* **Supplied material**
+++

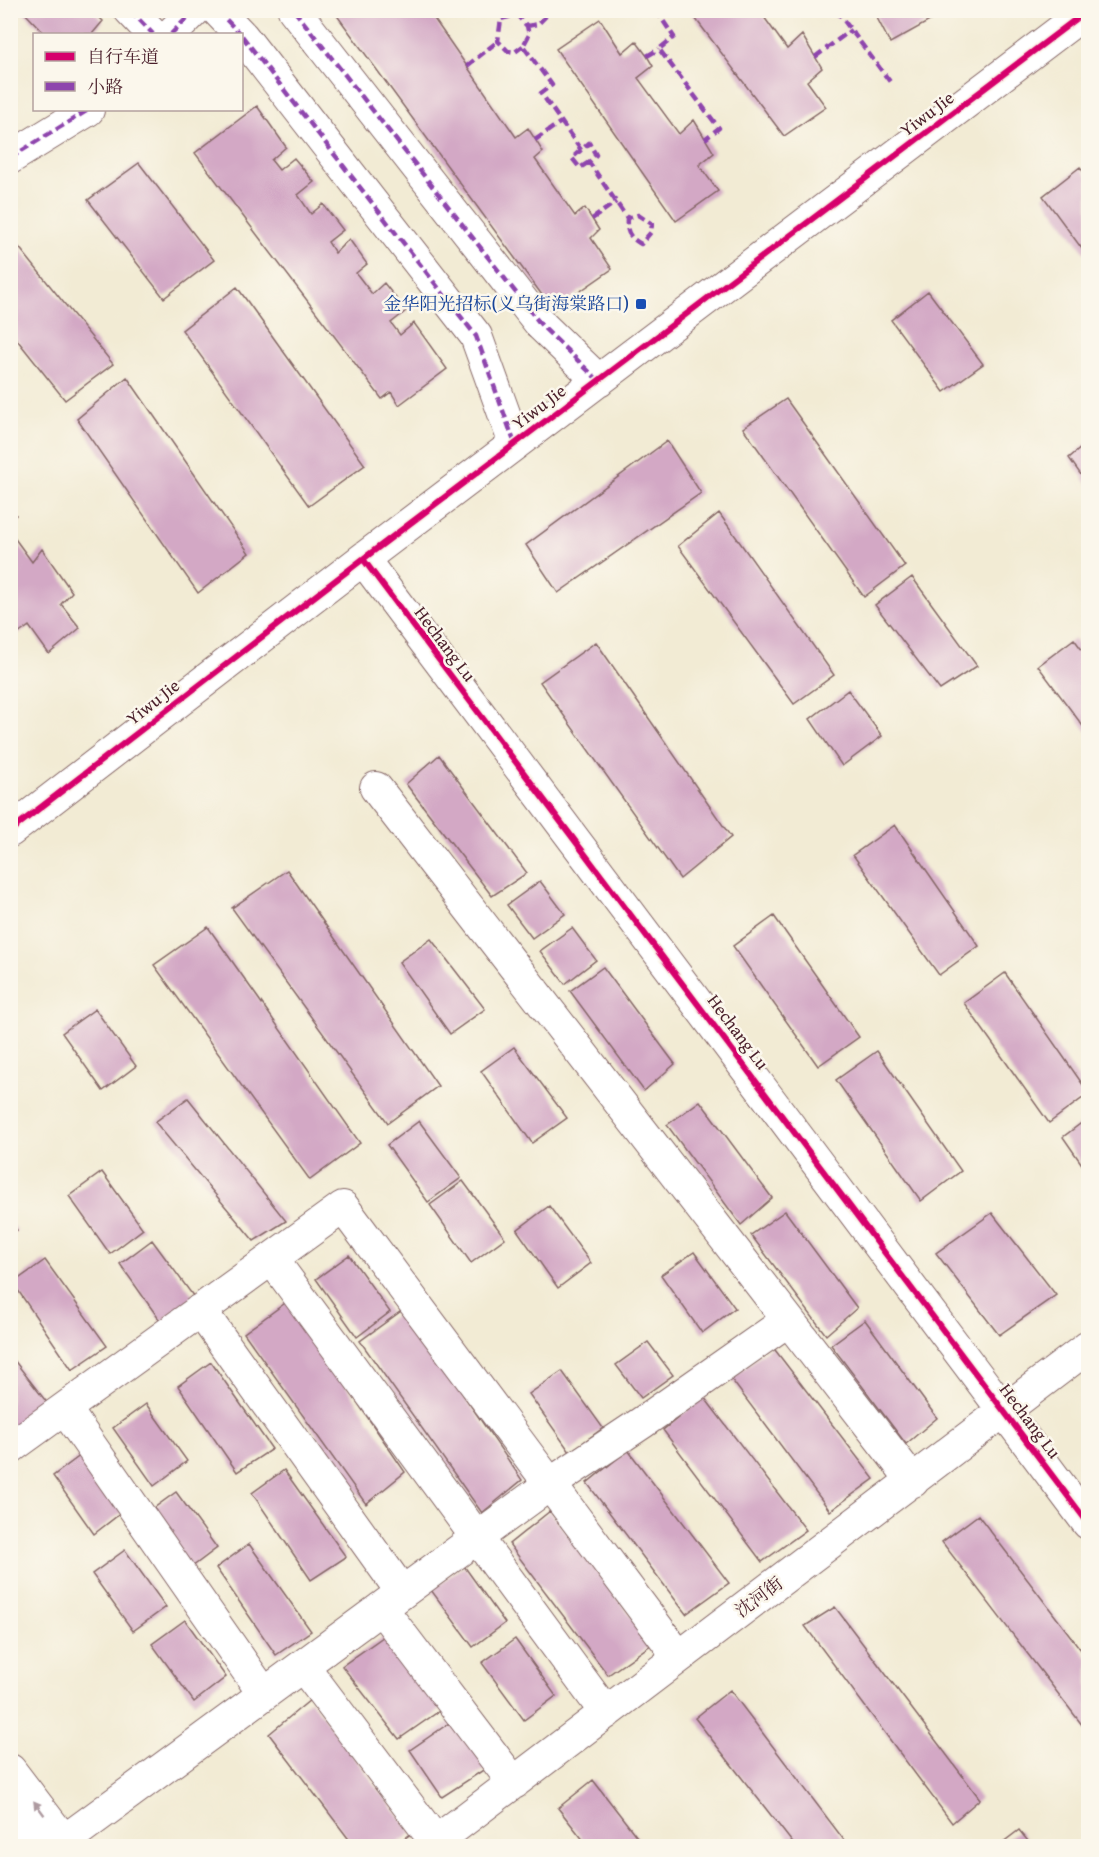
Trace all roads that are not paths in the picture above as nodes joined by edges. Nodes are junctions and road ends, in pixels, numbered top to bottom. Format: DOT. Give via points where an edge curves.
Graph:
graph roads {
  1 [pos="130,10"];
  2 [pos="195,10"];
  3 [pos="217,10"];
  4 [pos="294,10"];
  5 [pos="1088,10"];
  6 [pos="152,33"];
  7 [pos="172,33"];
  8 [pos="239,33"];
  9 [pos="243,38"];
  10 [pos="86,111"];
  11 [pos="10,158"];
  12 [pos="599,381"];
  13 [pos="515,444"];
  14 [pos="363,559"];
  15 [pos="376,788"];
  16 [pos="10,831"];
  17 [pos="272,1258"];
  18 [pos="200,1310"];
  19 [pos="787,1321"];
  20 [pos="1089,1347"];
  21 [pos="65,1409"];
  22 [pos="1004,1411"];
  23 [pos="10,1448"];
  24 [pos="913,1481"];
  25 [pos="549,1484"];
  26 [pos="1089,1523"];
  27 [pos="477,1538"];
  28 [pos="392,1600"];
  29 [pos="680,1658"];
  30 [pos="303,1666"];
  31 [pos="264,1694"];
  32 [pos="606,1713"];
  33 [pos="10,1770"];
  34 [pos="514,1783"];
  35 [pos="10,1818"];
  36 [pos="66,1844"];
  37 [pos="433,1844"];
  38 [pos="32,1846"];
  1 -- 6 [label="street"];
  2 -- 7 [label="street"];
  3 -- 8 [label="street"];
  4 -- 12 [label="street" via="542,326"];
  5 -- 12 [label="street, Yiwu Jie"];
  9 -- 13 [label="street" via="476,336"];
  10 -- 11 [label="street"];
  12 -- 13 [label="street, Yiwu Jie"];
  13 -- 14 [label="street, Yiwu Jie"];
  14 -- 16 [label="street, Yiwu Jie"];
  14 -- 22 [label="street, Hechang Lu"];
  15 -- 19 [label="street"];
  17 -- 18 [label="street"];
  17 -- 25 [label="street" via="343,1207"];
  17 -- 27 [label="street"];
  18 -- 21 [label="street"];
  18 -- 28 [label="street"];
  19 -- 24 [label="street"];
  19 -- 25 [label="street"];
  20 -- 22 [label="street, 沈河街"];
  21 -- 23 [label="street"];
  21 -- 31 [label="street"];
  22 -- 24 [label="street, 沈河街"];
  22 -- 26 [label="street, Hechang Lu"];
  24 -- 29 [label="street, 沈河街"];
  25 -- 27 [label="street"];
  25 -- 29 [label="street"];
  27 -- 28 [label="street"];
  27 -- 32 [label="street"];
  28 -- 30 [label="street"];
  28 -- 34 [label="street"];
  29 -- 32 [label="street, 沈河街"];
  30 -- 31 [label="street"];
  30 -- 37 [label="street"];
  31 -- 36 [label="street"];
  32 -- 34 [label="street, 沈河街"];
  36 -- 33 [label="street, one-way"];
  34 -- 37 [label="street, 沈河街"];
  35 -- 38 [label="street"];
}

+++

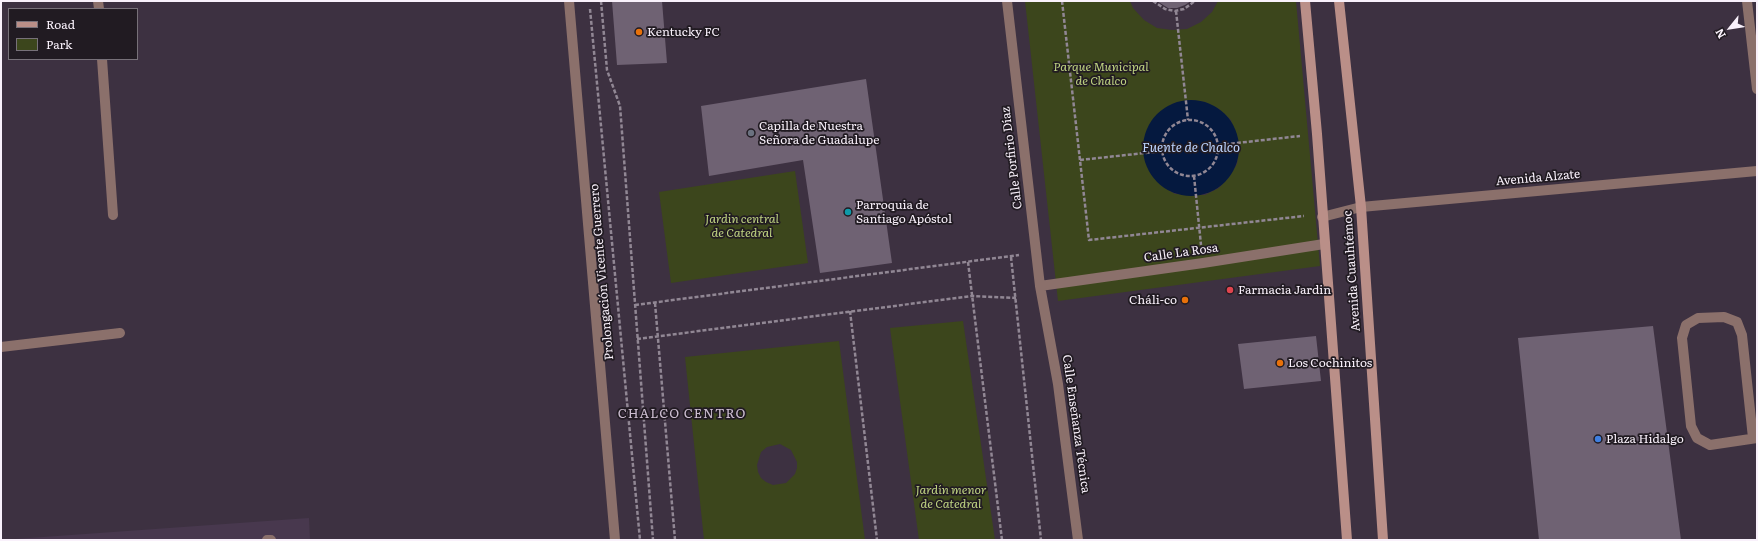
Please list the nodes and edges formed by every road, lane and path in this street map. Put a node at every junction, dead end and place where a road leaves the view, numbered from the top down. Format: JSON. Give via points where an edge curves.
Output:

+++

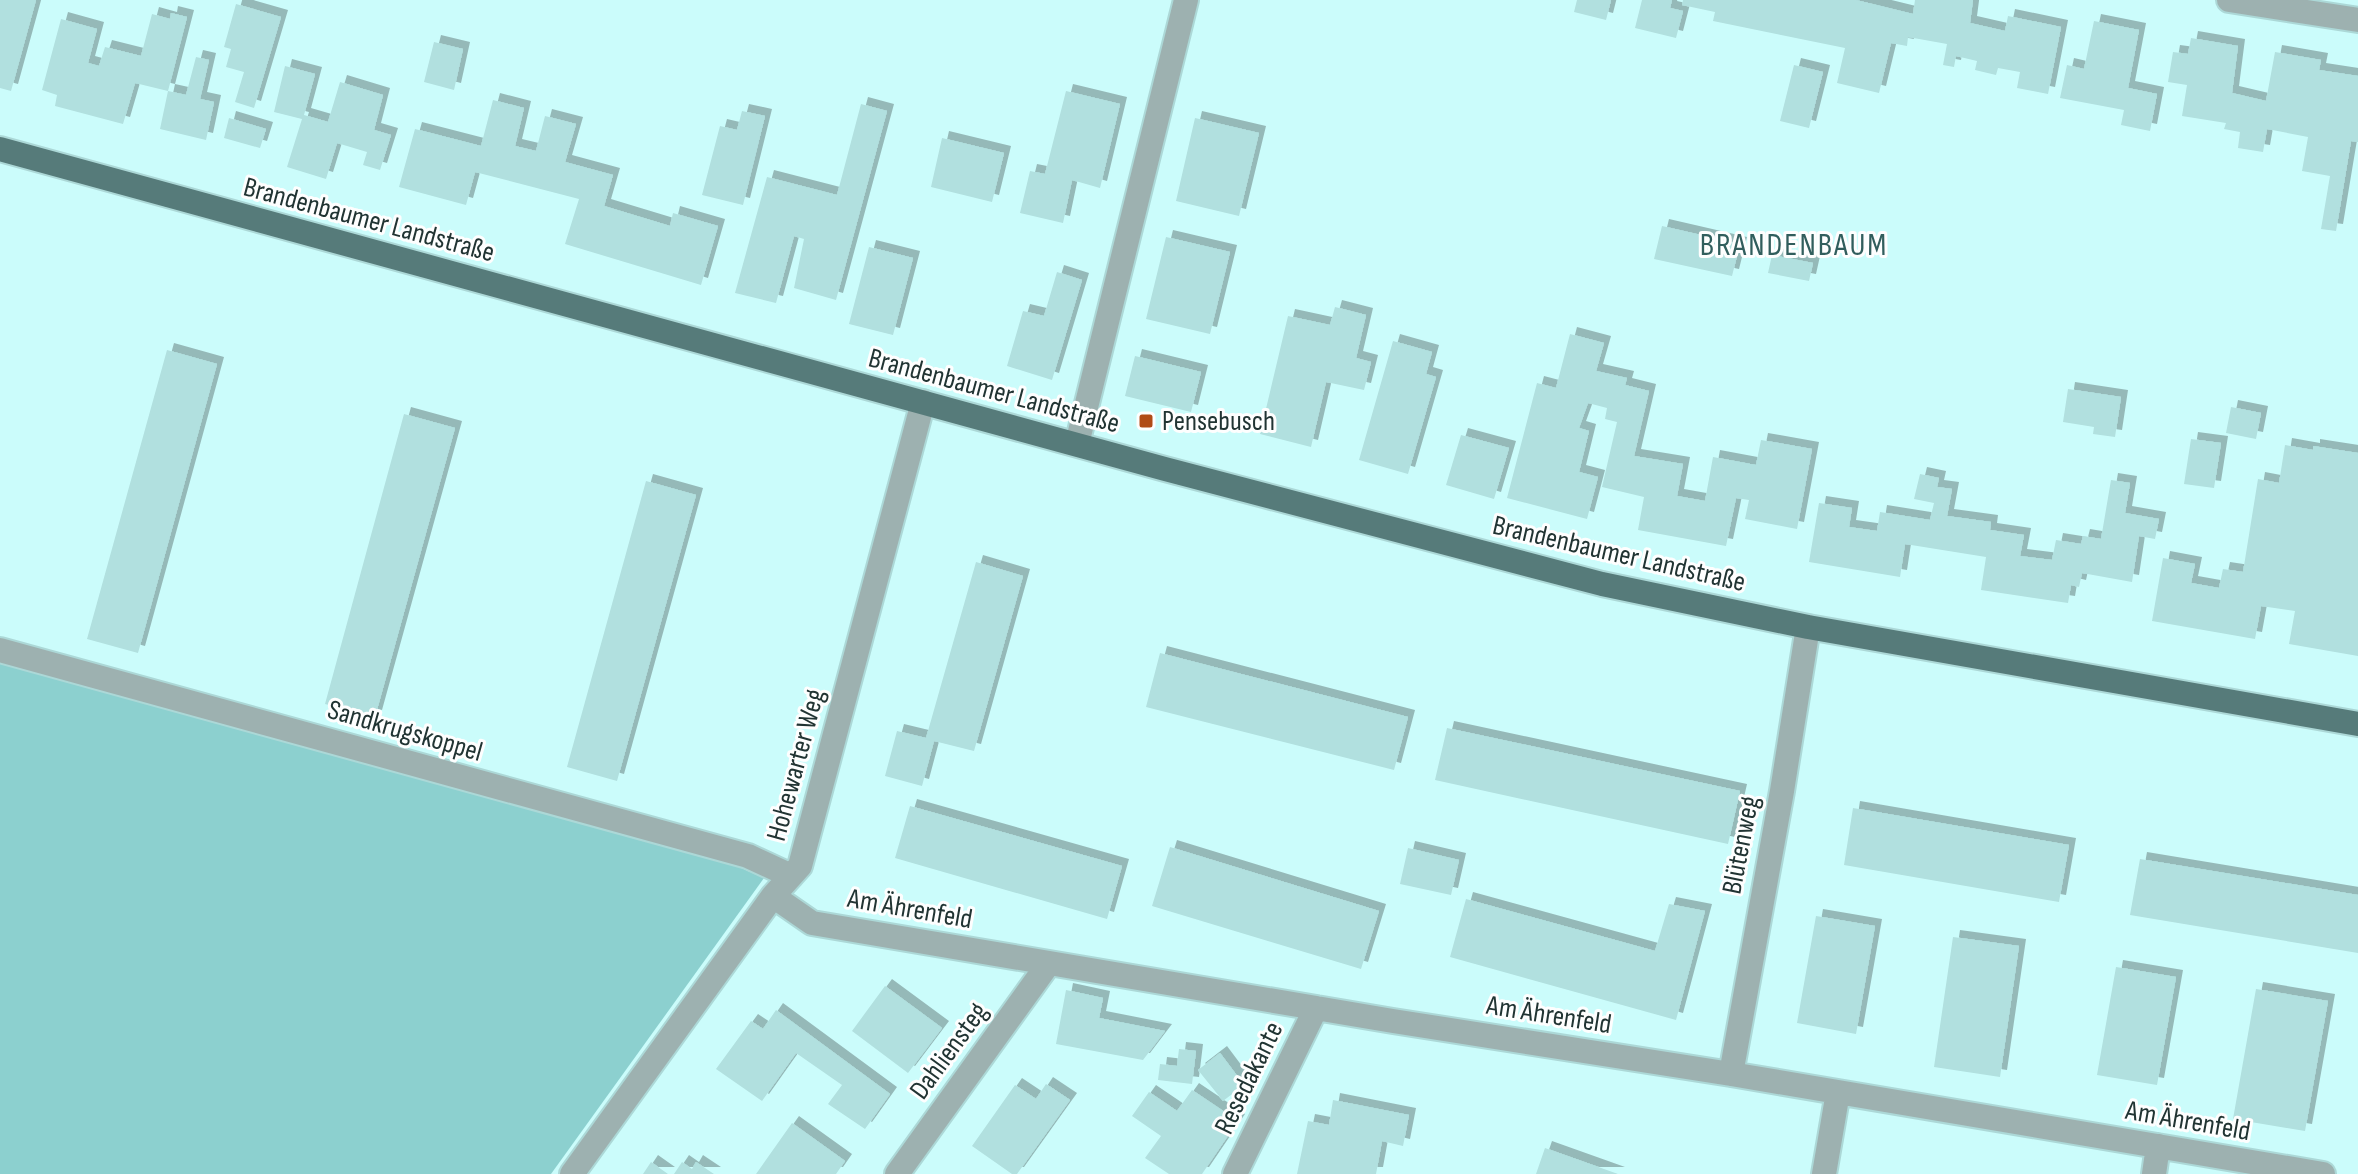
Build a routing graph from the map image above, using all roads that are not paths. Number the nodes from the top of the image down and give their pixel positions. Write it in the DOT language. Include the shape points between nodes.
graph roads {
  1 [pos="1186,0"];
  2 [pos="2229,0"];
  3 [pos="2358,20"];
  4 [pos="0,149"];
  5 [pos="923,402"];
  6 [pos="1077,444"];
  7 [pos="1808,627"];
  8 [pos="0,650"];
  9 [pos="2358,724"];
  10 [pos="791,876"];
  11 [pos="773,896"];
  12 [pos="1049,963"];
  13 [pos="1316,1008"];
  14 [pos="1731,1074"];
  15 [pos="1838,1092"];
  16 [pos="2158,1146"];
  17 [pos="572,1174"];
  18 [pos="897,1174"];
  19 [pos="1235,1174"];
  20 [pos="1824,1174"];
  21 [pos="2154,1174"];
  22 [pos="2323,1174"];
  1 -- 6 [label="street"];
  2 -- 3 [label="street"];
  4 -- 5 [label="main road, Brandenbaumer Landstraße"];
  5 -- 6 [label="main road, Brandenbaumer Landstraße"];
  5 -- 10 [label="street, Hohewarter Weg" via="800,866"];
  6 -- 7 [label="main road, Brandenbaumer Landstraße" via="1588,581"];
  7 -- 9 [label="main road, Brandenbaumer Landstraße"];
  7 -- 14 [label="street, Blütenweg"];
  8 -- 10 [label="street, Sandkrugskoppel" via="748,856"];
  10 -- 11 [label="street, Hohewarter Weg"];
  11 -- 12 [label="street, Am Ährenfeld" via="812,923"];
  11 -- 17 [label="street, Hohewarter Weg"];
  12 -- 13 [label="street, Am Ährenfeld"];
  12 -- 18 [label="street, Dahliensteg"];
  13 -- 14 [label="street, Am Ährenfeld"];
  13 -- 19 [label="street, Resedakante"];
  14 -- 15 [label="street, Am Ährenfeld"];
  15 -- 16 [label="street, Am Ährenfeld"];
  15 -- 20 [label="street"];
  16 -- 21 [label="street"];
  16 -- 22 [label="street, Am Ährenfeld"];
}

+++

* **Your task**
Copy every line from the entries that contains the word "curves".

* **Exercise answer**
Trace all roads that are not paths in the picture above as nodes joined by edges. Nodes are junctions and road ends, in pixels, numbered top to bottom. Format: DOT. Give via points where an edge curves.
Please list the nodes and edges formed by every road, lane and path in this street map. Put a node at every junction, dead end and place where a road leaves the view, numbered from the top down. Format: JSON. Give via points where an edge curves.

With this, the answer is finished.